WORK ITEM =>
Gather all lines in the entries below that include the word "桜井田原本王寺線".

INFORMATION GIVEN =>
=== Begin Enclosure ===

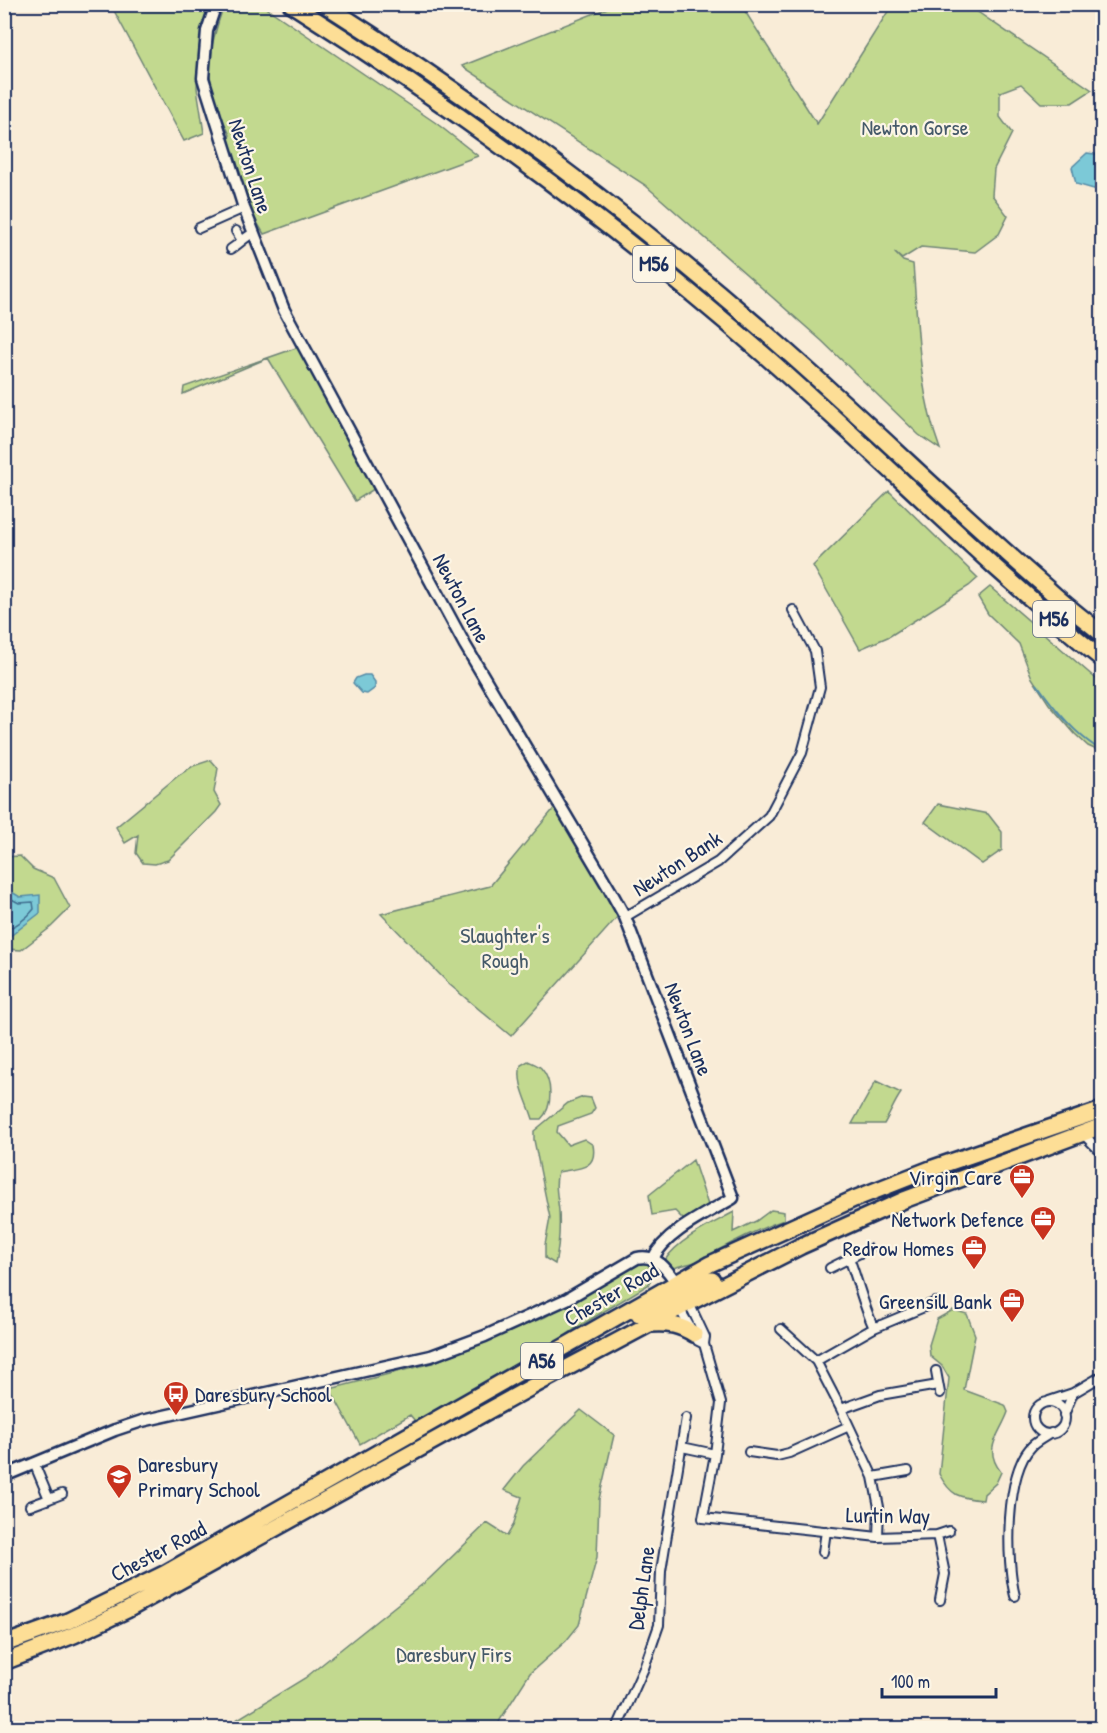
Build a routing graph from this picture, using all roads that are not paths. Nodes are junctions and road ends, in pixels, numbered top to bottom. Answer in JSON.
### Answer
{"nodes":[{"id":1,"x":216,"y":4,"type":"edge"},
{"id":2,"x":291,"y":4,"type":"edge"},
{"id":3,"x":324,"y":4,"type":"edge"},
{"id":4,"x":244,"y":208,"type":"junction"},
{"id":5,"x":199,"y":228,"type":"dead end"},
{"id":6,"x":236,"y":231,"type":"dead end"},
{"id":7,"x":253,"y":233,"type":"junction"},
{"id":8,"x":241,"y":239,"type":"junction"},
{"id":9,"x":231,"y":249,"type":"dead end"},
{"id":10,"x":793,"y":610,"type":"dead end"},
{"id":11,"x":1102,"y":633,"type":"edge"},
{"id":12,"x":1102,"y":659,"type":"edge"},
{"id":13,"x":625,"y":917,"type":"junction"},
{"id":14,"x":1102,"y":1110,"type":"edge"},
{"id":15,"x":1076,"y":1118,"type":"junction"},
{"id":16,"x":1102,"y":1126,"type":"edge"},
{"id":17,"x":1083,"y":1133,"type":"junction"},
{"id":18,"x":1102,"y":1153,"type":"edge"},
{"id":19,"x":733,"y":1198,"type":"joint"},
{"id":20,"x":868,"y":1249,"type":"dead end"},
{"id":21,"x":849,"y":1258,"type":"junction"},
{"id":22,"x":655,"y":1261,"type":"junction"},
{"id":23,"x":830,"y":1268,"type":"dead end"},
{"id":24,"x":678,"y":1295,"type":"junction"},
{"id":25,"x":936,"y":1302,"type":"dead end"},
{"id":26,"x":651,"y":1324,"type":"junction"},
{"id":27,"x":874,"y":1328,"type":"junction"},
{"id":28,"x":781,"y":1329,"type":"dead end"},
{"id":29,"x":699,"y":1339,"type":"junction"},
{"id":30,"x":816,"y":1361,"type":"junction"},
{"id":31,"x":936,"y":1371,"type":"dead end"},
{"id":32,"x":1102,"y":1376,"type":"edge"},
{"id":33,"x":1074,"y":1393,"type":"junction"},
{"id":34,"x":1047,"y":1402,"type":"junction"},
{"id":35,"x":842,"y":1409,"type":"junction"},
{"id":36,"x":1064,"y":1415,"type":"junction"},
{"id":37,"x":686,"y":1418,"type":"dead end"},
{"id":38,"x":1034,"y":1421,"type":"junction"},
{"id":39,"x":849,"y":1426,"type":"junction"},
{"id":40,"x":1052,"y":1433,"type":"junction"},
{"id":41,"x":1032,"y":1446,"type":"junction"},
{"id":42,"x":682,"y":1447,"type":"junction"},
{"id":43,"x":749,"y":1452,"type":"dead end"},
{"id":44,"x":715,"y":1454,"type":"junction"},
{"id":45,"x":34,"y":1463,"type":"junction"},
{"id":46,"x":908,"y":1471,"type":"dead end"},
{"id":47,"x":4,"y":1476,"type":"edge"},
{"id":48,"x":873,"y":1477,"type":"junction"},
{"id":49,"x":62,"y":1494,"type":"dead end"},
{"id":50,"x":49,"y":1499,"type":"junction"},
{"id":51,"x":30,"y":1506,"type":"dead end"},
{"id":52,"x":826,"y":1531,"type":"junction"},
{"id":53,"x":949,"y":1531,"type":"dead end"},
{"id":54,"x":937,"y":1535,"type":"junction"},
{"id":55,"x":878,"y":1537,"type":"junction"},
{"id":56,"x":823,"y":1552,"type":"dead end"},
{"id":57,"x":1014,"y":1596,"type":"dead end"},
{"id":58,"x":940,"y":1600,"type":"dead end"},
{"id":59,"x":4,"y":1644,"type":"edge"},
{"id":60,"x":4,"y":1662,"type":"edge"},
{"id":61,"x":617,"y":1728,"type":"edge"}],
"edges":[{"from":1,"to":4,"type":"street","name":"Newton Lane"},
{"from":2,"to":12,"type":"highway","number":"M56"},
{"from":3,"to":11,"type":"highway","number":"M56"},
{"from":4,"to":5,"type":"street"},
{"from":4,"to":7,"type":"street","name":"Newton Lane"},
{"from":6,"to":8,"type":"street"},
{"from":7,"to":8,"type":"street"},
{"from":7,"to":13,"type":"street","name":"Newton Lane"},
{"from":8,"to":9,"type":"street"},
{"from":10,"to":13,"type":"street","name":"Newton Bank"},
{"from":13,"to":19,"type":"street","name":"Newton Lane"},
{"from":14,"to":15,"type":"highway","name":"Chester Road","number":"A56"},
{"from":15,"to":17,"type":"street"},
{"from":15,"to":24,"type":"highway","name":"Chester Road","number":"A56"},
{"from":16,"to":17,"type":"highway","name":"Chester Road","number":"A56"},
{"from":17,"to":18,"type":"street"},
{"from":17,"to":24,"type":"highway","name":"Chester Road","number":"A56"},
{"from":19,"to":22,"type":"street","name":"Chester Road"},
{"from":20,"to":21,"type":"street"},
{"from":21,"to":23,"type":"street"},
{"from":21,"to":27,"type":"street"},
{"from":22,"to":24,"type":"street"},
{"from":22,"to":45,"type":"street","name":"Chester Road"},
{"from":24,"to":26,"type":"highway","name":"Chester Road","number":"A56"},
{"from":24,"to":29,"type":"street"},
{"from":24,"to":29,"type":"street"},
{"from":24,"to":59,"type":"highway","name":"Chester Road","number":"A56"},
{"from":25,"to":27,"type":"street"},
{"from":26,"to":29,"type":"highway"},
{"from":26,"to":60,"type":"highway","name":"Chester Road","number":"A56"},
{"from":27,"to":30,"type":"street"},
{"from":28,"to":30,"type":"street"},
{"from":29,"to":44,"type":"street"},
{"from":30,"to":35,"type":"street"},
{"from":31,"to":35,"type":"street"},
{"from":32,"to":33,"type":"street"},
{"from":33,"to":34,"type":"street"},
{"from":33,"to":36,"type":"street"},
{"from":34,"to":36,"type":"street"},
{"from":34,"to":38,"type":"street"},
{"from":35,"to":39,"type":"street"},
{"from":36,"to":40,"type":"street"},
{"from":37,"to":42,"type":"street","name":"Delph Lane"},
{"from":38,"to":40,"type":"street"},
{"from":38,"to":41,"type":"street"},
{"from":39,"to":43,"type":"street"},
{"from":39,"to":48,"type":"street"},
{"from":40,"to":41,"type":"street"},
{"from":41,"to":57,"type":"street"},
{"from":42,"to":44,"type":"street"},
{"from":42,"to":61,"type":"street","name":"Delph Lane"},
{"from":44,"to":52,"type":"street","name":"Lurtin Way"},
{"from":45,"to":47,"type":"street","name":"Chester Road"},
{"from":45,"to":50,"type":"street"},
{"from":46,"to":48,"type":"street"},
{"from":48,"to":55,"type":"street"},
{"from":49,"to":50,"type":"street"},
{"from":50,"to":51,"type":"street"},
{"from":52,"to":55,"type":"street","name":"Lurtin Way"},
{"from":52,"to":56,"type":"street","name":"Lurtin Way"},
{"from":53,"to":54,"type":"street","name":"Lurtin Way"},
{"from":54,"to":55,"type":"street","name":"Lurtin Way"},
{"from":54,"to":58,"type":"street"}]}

=== End Enclosure ===
=== Begin Enclosure ===

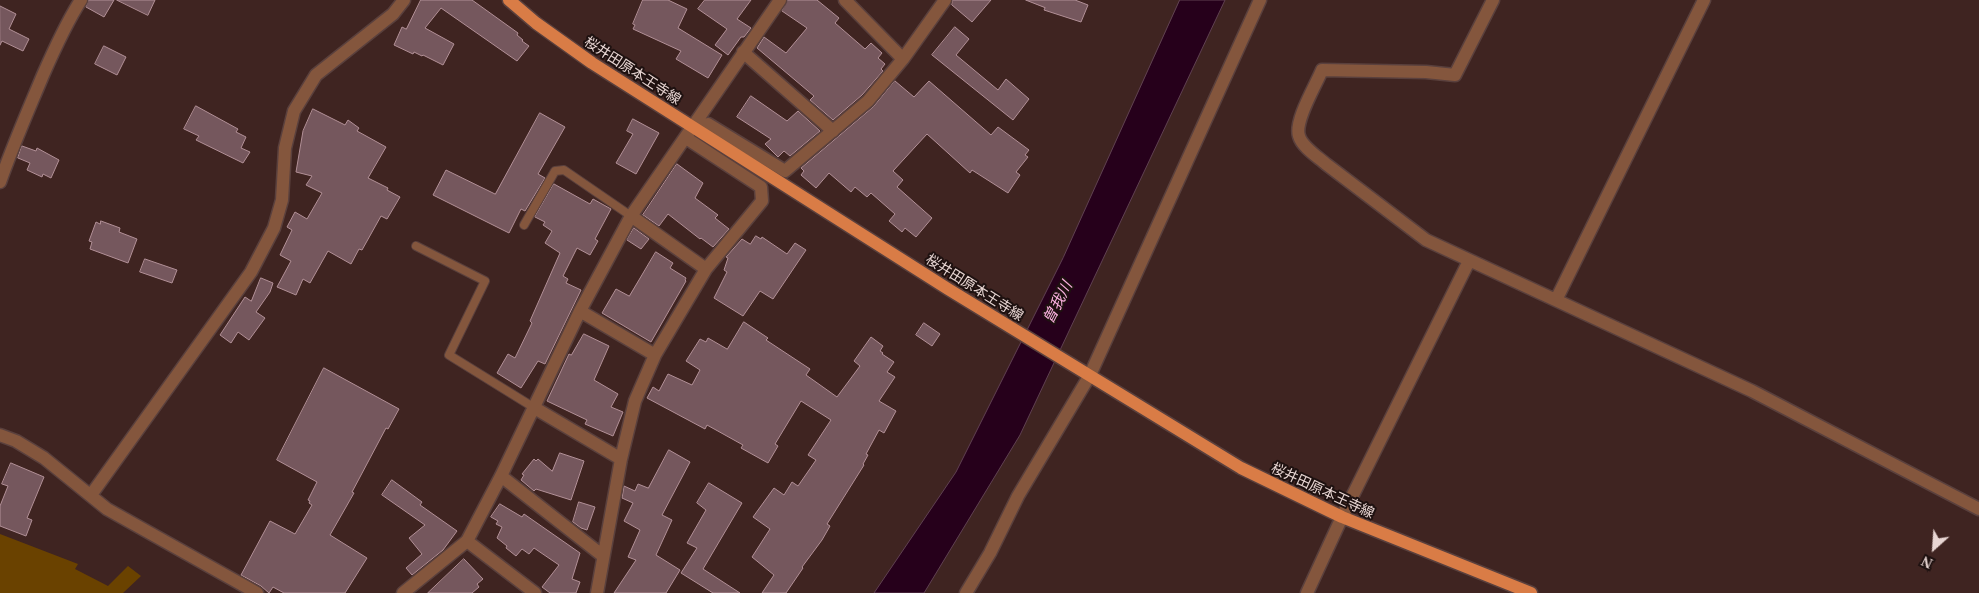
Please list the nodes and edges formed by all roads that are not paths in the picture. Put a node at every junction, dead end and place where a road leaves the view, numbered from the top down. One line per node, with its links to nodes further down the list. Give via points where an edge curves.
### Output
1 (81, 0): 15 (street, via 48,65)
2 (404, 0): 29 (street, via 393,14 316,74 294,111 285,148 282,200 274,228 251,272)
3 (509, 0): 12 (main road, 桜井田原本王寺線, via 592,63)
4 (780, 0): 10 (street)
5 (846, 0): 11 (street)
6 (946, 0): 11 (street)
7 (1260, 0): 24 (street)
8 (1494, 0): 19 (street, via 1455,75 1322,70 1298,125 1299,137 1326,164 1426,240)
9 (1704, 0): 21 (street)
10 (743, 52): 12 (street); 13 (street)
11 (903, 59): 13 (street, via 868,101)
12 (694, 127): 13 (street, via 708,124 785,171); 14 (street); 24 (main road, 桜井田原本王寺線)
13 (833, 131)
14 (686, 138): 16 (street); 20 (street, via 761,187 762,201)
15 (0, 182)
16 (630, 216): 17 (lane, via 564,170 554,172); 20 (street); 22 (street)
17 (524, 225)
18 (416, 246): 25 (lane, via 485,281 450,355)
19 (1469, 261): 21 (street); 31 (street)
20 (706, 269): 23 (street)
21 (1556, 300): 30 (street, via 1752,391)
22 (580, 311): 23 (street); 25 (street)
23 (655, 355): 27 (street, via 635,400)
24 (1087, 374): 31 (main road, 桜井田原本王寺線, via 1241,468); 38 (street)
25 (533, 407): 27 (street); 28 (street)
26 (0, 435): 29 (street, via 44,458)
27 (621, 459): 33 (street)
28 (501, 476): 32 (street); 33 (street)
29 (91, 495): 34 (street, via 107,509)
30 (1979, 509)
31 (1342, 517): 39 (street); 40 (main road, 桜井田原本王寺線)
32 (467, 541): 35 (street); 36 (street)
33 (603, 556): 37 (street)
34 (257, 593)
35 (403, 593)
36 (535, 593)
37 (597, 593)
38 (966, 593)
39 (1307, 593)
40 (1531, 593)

=== End Enclosure ===

ANSWER =>
3 (509, 0): 12 (main road, 桜井田原本王寺線, via 592,63)
12 (694, 127): 13 (street, via 708,124 785,171); 14 (street); 24 (main road, 桜井田原本王寺線)
24 (1087, 374): 31 (main road, 桜井田原本王寺線, via 1241,468); 38 (street)
31 (1342, 517): 39 (street); 40 (main road, 桜井田原本王寺線)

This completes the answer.